Light sources offering a spectrally flexible output in the yellow-orange region of the visible spectrum are of great interest for stimulated emission depletion (STED) microscopy because they enable super-resolution imaging of the fluorescent proteins which emit in this range, in particular the green and yellow fluorescent proteins (GFP and YFP) and their variants. Lasers exist which produce yellow-orange light, but each has distinct disadvantages for use in a STED microscope. Titanium:sapphire lasers pumping optical parametric oscillators are used, but are technically complex and often require careful adjustment. Single-color fiber lasers are an option but do not offer valuable spectral tunability. Supercontinuum fiber lasers, due to the fact that they generate broad continua, have low pump conversion efficiencies to narrow wavelength ranges within their output spectrum, ultimately limiting the repetition rate and output power in a narrow spectral range. This thesis presents a novel light source for STED microscopy based on stimulated Raman scattering (SRS) in standard optical fiber. The source produces pulsed light of high intensity from the green to the red range of the visible spectrum, and can be used to easily attain resolutions of tens of nanometers in a STED image. The physical principles of the SRS light source are discussed. The implementation of three versions with increasing STED imaging performance is demonstrated, with repetition rates increasing from tens of kHz to 20 MHz. With the 20 MHz SRS source beam scanning was incorporated into the STED microscope setup and used for sub-diffraction imaging of living cells expressing GFP- and YFP-fusion proteins. To date the SRS light source provides the best option for sub-diffraction STED imaging with GFP.

Translation of abstract (German)

Lichtquellen, die spektrale Flexibilität im gelb-orangen Bereich des sichtbaren Spektrums bieten, sind für die STED-Mikroskopie (engl. stimulated emission depletion) von großem Interesse, weil sie beugungsunbegrenzte Abbildungen von fluoreszenten Proteinen, die in diesem Spektralbereich emittieren, insbesondere den grün- und gelb-fluoreszierenden Proteinen (GFP und YFP, vom engl. green fluorescent proteins und yellow fluorescent proteins) und ihren Varianten, ermöglichen. Es gibt Laser, die gelb-oranges Licht produzieren, aber diese haben alle ausgeprägte Nachteile für die Benutzung in einem STED-Mikroskop. Titan:Sapphir-Laser, die optische parametrische Verstärker pumpen, werden verwendet, sind aber komplexe Systeme, die oft sorgfältige Justage benötigen. Faserlaser, die nur eine Wellenlänge emittieren, können benutzt werden, bieten aber nicht die wertvolle Spektralflexibilität an.

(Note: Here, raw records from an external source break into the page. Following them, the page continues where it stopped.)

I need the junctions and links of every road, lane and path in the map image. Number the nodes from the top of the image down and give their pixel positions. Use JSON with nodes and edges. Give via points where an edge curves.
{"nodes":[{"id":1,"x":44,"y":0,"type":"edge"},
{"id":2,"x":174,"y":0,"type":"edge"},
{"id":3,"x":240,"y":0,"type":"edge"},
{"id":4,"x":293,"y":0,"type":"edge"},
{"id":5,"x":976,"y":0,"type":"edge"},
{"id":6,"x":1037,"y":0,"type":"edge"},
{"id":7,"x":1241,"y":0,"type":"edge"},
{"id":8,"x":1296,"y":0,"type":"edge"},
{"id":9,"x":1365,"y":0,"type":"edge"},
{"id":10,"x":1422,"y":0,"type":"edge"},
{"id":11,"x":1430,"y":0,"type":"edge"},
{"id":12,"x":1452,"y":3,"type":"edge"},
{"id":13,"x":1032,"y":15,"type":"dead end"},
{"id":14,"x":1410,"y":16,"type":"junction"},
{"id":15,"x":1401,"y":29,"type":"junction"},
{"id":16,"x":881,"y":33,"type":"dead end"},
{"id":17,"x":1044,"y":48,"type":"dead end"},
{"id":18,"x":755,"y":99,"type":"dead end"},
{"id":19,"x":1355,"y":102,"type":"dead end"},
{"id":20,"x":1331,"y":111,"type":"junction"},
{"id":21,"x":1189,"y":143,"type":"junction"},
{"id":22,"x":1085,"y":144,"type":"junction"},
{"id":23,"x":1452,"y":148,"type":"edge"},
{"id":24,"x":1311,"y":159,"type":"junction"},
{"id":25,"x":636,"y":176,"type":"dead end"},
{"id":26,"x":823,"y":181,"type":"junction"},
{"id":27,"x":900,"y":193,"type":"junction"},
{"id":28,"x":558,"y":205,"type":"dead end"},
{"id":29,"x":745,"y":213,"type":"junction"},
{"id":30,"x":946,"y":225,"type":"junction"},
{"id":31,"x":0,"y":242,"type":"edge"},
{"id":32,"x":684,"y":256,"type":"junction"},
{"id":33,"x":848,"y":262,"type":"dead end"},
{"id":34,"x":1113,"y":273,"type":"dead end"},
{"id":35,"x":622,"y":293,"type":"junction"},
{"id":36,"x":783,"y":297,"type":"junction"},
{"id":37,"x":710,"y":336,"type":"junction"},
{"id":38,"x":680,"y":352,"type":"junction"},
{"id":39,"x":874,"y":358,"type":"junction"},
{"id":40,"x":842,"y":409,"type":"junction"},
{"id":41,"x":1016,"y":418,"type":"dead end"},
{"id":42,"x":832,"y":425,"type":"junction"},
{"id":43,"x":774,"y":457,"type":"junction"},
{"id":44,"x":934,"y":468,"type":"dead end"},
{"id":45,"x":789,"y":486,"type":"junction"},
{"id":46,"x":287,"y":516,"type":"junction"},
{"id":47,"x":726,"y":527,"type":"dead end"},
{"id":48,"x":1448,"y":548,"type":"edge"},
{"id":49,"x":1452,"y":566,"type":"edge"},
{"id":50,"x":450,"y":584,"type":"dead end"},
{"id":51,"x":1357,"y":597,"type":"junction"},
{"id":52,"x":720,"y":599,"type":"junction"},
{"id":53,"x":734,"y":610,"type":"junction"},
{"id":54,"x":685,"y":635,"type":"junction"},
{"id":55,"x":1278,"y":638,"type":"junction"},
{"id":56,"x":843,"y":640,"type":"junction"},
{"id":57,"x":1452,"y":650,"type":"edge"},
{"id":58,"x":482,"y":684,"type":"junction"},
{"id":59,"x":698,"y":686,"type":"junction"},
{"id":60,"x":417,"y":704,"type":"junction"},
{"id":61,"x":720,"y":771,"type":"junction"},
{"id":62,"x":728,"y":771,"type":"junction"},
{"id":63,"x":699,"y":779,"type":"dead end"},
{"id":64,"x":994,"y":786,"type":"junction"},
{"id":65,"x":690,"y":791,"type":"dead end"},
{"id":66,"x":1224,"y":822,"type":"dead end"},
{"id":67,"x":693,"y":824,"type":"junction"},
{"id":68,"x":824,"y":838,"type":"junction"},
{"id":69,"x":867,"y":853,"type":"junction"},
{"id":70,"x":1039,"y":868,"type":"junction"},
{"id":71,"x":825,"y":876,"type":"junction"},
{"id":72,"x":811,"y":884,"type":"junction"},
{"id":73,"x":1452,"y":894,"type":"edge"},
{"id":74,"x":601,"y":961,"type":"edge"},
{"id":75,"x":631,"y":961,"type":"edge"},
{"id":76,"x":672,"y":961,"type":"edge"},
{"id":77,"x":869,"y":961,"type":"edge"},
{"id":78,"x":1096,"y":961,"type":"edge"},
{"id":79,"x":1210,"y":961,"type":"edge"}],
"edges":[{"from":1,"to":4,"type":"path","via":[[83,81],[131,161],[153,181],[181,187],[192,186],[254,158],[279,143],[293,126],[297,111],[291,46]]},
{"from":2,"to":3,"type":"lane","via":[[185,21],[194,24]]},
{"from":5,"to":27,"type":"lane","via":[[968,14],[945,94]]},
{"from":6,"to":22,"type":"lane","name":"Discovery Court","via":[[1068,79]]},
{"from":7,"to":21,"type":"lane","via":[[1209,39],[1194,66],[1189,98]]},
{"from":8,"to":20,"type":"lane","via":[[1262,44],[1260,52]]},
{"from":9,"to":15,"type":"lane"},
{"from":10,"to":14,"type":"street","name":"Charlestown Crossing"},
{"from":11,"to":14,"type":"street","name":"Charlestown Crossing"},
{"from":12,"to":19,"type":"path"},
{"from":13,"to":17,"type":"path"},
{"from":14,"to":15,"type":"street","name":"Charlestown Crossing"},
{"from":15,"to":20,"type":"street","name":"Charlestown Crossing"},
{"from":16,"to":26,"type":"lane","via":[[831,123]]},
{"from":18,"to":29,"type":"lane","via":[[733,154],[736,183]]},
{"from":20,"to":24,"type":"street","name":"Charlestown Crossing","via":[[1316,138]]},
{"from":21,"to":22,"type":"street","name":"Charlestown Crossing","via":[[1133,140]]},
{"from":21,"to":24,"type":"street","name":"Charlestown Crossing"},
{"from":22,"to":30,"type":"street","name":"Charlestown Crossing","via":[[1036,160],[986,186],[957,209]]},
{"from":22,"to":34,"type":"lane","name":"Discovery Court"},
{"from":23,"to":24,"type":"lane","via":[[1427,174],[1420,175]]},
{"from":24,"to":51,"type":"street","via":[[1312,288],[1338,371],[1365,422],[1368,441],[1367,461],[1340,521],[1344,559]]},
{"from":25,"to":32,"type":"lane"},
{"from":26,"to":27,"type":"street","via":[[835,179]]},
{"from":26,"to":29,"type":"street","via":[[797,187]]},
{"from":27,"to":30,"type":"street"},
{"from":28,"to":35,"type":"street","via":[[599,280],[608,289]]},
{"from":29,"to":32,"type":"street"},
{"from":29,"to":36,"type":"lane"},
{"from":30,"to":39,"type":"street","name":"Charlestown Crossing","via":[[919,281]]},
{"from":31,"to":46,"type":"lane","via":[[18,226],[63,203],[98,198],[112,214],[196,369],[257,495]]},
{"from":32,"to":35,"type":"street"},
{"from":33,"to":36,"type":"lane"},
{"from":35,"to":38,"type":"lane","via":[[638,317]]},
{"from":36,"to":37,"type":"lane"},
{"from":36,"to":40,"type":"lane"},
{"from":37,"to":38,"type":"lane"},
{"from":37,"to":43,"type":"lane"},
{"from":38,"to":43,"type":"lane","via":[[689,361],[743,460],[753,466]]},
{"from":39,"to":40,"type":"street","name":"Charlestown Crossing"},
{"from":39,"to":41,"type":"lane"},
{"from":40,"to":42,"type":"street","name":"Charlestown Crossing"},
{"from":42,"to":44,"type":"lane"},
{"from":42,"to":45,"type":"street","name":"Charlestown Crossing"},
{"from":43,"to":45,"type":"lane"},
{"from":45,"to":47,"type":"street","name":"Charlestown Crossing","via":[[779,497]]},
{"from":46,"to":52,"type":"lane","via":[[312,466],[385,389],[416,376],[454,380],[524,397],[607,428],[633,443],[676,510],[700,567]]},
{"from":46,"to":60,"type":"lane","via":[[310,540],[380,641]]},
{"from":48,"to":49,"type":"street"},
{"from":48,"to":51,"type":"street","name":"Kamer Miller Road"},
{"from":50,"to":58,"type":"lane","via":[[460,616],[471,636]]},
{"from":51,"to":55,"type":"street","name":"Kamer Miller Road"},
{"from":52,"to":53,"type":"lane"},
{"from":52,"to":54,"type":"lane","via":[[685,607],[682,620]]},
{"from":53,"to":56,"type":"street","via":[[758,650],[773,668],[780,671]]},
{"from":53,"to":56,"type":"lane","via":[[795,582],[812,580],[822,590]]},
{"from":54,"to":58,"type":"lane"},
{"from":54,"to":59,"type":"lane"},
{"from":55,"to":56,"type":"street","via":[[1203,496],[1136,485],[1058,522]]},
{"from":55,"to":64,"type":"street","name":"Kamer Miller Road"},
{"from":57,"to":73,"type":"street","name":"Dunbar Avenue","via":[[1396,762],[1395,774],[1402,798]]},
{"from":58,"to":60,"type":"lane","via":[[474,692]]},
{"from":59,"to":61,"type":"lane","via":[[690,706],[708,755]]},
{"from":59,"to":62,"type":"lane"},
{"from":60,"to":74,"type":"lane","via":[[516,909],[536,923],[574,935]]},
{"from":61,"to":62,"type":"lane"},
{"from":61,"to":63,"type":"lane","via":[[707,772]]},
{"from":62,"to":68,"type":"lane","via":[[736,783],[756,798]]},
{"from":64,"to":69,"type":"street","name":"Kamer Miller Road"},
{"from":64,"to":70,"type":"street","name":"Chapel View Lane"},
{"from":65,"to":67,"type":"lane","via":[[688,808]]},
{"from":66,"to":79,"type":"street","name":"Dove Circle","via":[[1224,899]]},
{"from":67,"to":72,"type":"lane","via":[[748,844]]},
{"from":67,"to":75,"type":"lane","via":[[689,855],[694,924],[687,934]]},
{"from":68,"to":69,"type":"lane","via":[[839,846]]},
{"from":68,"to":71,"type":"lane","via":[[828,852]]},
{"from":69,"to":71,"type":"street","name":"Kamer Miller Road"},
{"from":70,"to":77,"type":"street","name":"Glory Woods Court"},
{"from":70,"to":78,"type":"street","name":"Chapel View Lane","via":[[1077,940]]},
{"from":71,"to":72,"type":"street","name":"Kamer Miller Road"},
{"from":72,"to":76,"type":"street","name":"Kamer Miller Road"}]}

Superkontinuumfaserlaser, die breite Ausgangspektren produzieren, haben eine niedrige Konversionseffizienz vom Pumplicht zum schmalen genutzten Spektralbereich, was schließlich die Repetitionsrate und die Ausgangsleistung in diesem Spektralbereich begrenzt. Diese Dissertation präsentiert eine neuartige Lichtquelle für die STED-Mikroskopie, die auf stimulierter Raman-Streuung (SRS) in handelsüblichen optischen Fasern basiert. Die Quelle produziert gepulstes Licht mit hoher Intensität vom grünen bis zum roten Spektralbereich des sichtbaren Lichtspektrums und kann auf einfache Weise eingesetzt werden, um eine Auflösung von Dutzenden von Nanometern in einer STED-Aufnahme zu erreichen. Die physikalischen Grundlagen der SRS-Lichtquelle werden erläutert. Der Einsatz von drei Versionen mit steigendem Leistungseigenschaften wird gezeigt, mit steigenden Repetitionsraten von ein paar Dutzend kHz bis 20 MHz. Mit der 20 MHz-SRS-Quelle wird Strahlabtastung implementiert und für beugungsunbegrenzte Aufnahmen von lebenden Zellen, die GFP- und YFP-Fusionsproteine exprimierten, eingesetzt. Derzeit bietet die SRS-Lichtquelle die beste Option für beugungsunbegrenzte STED-Aufnahmen mit GFP.